▶ Task description
An exact, complete copy of the entries that follow is needed.

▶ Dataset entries
________________________________________

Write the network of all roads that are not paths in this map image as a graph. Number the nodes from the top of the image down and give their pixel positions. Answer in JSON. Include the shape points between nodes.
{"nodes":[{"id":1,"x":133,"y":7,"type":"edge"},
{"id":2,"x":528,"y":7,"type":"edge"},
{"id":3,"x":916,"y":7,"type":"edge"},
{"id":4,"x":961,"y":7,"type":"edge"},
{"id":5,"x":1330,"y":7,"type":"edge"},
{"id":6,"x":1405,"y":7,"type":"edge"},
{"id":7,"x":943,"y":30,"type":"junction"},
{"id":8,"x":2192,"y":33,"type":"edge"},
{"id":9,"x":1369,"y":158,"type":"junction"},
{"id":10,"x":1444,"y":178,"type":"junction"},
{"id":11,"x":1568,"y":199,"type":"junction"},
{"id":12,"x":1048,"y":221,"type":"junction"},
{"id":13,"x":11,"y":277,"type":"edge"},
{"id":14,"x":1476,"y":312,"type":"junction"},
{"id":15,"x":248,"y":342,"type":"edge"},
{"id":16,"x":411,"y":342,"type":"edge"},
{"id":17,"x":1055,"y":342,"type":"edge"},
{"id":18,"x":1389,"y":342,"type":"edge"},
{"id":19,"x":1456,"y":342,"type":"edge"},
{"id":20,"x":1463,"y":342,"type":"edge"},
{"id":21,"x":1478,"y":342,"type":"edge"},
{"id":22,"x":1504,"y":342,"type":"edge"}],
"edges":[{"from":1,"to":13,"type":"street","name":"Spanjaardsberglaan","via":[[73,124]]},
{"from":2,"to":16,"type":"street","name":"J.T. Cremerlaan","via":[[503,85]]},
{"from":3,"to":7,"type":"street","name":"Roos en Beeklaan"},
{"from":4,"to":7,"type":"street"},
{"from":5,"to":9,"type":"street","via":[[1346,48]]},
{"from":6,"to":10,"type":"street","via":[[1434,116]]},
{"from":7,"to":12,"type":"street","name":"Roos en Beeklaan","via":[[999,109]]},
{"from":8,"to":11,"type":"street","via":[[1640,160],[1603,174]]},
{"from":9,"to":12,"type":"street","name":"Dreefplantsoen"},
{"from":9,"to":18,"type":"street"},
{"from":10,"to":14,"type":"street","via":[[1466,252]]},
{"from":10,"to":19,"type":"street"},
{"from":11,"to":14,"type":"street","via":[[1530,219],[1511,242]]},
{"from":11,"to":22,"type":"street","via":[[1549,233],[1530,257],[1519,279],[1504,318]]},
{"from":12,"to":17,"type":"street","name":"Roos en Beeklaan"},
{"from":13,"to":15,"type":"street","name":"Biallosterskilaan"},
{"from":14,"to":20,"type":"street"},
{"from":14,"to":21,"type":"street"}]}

________________________________________

▶ Your solution
Write the network of all roads that are not paths in this map image as a graph. Number the nodes from the top of the image down and give their pixel positions. Answer in JSON. Include the shape points between nodes.
{"nodes":[{"id":1,"x":133,"y":7,"type":"edge"},
{"id":2,"x":528,"y":7,"type":"edge"},
{"id":3,"x":916,"y":7,"type":"edge"},
{"id":4,"x":961,"y":7,"type":"edge"},
{"id":5,"x":1330,"y":7,"type":"edge"},
{"id":6,"x":1405,"y":7,"type":"edge"},
{"id":7,"x":943,"y":30,"type":"junction"},
{"id":8,"x":2192,"y":33,"type":"edge"},
{"id":9,"x":1369,"y":158,"type":"junction"},
{"id":10,"x":1444,"y":178,"type":"junction"},
{"id":11,"x":1568,"y":199,"type":"junction"},
{"id":12,"x":1048,"y":221,"type":"junction"},
{"id":13,"x":11,"y":277,"type":"edge"},
{"id":14,"x":1476,"y":312,"type":"junction"},
{"id":15,"x":248,"y":342,"type":"edge"},
{"id":16,"x":411,"y":342,"type":"edge"},
{"id":17,"x":1055,"y":342,"type":"edge"},
{"id":18,"x":1389,"y":342,"type":"edge"},
{"id":19,"x":1456,"y":342,"type":"edge"},
{"id":20,"x":1463,"y":342,"type":"edge"},
{"id":21,"x":1478,"y":342,"type":"edge"},
{"id":22,"x":1504,"y":342,"type":"edge"}],
"edges":[{"from":1,"to":13,"type":"street","name":"Spanjaardsberglaan","via":[[73,124]]},
{"from":2,"to":16,"type":"street","name":"J.T. Cremerlaan","via":[[503,85]]},
{"from":3,"to":7,"type":"street","name":"Roos en Beeklaan"},
{"from":4,"to":7,"type":"street"},
{"from":5,"to":9,"type":"street","via":[[1346,48]]},
{"from":6,"to":10,"type":"street","via":[[1434,116]]},
{"from":7,"to":12,"type":"street","name":"Roos en Beeklaan","via":[[999,109]]},
{"from":8,"to":11,"type":"street","via":[[1640,160],[1603,174]]},
{"from":9,"to":12,"type":"street","name":"Dreefplantsoen"},
{"from":9,"to":18,"type":"street"},
{"from":10,"to":14,"type":"street","via":[[1466,252]]},
{"from":10,"to":19,"type":"street"},
{"from":11,"to":14,"type":"street","via":[[1530,219],[1511,242]]},
{"from":11,"to":22,"type":"street","via":[[1549,233],[1530,257],[1519,279],[1504,318]]},
{"from":12,"to":17,"type":"street","name":"Roos en Beeklaan"},
{"from":13,"to":15,"type":"street","name":"Biallosterskilaan"},
{"from":14,"to":20,"type":"street"},
{"from":14,"to":21,"type":"street"}]}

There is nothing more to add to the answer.